### TASK GOAL
Beginning with the line below that contains "thumb mcp: (942, 1022)" and ending with the line that contains "index pip: (142, 128)", copy every line exactly. Copy nothing else.

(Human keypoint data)
+===+
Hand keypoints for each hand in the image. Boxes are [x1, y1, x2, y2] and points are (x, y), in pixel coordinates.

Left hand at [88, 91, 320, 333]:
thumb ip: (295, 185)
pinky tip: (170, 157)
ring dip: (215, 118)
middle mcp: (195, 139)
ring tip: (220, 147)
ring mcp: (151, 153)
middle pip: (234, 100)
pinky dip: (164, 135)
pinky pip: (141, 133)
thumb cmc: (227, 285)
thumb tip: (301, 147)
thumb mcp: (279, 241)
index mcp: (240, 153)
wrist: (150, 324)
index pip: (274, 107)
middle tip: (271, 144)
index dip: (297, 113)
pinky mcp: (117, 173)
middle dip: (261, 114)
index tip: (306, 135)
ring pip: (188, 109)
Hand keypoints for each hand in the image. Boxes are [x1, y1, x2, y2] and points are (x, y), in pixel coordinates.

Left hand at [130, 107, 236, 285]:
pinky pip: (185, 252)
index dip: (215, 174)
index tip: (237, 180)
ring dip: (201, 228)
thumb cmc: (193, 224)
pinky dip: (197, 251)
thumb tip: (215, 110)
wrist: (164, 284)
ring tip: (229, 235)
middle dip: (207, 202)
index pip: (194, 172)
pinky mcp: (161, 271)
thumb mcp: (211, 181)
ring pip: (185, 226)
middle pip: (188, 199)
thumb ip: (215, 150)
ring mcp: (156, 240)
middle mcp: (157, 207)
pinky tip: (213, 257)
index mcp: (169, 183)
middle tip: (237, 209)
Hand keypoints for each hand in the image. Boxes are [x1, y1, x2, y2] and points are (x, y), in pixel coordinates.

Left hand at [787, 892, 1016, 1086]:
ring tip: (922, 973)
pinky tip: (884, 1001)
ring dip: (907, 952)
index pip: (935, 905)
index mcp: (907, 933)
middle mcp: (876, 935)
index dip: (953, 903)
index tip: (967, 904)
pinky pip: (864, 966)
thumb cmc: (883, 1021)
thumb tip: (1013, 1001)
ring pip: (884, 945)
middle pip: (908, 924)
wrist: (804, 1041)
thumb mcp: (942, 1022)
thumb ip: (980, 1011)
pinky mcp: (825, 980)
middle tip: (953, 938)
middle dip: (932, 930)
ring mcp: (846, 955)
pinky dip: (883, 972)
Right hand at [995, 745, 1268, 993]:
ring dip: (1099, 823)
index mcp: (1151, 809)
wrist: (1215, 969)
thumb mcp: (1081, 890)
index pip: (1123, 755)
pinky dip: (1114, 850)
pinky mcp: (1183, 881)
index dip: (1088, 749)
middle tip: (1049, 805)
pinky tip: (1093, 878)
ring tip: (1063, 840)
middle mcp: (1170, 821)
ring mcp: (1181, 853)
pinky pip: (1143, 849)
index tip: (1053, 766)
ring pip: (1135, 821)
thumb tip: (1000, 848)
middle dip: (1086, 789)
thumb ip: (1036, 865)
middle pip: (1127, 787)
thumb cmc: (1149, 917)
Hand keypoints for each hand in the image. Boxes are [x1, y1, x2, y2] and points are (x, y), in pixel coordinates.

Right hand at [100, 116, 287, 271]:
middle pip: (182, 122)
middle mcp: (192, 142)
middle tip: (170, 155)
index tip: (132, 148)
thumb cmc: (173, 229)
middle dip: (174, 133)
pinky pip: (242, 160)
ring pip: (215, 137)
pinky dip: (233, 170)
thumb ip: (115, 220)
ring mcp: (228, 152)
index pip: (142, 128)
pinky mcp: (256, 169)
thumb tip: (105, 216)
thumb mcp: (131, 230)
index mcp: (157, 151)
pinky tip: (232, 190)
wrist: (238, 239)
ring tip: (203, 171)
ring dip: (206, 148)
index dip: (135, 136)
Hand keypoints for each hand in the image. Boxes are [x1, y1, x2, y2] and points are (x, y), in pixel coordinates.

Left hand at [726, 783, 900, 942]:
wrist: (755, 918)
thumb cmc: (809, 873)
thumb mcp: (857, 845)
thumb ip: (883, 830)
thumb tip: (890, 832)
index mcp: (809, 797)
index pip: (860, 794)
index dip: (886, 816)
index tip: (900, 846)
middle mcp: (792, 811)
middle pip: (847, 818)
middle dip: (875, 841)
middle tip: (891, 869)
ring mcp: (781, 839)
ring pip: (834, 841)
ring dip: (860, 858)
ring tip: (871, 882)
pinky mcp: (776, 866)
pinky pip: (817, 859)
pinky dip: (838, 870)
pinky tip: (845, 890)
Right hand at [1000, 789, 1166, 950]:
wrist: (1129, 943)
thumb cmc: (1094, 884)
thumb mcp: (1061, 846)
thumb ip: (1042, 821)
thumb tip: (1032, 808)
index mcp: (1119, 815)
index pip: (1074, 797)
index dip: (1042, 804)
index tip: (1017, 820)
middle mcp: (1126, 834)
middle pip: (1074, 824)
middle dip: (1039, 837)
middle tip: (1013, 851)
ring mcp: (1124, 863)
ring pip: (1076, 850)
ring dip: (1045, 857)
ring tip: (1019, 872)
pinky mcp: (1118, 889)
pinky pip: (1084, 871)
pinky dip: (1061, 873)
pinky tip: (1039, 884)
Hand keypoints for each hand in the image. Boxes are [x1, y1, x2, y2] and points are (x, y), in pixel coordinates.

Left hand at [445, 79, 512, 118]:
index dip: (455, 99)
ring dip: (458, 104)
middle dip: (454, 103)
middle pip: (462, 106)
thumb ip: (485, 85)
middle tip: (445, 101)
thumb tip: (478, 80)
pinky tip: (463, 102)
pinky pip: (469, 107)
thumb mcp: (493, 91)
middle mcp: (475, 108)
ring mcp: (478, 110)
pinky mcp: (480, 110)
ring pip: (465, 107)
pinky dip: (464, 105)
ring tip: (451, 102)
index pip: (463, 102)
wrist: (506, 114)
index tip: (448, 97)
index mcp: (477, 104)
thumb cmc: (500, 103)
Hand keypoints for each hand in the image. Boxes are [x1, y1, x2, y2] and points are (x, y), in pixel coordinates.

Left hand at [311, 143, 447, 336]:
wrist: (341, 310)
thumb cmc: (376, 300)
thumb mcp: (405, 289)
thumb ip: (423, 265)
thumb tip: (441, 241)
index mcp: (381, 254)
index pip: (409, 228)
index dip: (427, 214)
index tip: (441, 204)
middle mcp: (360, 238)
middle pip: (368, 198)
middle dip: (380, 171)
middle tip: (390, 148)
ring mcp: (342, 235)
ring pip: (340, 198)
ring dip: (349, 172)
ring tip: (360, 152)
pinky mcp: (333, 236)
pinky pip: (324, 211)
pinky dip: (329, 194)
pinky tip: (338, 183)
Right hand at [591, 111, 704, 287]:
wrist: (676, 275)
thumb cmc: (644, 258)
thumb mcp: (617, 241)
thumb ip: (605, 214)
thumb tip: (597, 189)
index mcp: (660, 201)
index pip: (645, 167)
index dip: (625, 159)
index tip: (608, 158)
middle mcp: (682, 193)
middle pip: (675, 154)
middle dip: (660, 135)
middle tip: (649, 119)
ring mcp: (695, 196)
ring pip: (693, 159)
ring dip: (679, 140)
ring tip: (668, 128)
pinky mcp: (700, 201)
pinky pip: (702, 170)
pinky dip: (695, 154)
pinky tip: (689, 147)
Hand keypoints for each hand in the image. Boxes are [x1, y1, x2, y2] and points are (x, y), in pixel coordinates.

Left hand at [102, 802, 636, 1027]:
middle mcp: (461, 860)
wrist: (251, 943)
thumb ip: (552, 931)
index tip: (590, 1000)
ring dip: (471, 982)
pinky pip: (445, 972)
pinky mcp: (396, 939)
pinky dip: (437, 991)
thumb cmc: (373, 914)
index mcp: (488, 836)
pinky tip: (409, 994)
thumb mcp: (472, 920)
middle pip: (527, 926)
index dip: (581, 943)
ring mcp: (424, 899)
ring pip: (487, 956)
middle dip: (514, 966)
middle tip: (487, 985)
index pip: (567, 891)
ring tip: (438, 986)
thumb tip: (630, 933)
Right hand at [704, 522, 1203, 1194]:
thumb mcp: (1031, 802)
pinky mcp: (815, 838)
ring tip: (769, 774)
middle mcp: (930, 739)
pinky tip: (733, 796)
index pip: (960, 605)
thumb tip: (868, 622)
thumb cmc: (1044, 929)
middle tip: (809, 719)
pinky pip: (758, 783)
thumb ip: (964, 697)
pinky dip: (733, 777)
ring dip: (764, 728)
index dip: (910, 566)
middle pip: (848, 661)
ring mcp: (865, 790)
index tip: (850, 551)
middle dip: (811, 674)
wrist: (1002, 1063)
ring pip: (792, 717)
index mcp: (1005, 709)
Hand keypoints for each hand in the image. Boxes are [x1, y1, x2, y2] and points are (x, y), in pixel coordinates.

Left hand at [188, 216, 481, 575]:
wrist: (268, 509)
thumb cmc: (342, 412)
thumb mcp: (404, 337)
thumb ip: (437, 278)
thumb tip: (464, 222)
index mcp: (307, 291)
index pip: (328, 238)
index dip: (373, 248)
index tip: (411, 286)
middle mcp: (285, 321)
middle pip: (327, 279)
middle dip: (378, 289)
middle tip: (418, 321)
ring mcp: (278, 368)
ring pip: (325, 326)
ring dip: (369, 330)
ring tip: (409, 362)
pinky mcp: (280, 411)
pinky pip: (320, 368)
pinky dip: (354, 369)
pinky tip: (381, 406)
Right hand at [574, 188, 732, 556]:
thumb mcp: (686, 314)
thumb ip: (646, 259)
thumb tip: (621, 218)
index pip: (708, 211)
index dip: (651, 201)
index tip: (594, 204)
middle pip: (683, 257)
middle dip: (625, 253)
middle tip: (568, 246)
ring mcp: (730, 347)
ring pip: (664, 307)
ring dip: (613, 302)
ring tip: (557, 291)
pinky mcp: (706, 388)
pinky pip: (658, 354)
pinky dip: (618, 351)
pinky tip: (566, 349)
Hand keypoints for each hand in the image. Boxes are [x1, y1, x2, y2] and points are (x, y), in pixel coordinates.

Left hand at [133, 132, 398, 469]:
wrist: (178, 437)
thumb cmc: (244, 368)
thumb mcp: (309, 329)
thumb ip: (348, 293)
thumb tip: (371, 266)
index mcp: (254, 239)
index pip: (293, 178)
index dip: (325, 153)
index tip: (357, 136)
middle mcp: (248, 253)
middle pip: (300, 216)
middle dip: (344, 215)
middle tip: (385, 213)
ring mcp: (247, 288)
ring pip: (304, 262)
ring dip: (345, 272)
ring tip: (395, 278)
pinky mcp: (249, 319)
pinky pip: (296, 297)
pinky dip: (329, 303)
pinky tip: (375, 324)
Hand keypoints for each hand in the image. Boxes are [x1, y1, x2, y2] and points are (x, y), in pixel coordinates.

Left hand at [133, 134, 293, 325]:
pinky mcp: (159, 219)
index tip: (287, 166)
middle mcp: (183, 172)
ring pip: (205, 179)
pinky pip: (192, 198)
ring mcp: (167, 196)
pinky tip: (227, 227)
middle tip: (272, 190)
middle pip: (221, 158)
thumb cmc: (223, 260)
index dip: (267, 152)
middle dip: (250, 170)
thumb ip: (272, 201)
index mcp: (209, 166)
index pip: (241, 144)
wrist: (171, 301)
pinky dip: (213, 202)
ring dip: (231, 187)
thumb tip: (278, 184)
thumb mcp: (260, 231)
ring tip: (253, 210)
+===+
### RESULT BELOW
thumb mcp: (942, 1022)
thumb ip: (980, 1011)
pinky mcp: (825, 980)
middle tip: (953, 938)
middle dip: (932, 930)
ring mcp: (846, 955)
pinky dip: (883, 972)
Right hand at [995, 745, 1268, 993]:
ring dip: (1099, 823)
index mcp: (1151, 809)
wrist: (1215, 969)
thumb mcp: (1081, 890)
index pip: (1123, 755)
pinky dip: (1114, 850)
pinky mcp: (1183, 881)
index dip: (1088, 749)
middle tip: (1049, 805)
pinky tip: (1093, 878)
ring tip: (1063, 840)
middle mcp: (1170, 821)
ring mcp: (1181, 853)
pinky pip: (1143, 849)
index tip: (1053, 766)
ring pip: (1135, 821)
thumb tip: (1000, 848)
middle dip: (1086, 789)
thumb ip: (1036, 865)
middle pip: (1127, 787)
thumb cmc: (1149, 917)
Hand keypoints for each hand in the image. Boxes are [x1, y1, x2, y2] and points are (x, y), in pixel coordinates.

Right hand at [100, 116, 287, 271]:
middle pip: (182, 122)
middle mcp: (192, 142)
middle tip: (170, 155)
index tip: (132, 148)
thumb cmc: (173, 229)
middle dip: (174, 133)
pinky pip: (242, 160)
ring pip: (215, 137)
pinky dip: (233, 170)
thumb ip: (115, 220)
ring mcp: (228, 152)
index pip: (142, 128)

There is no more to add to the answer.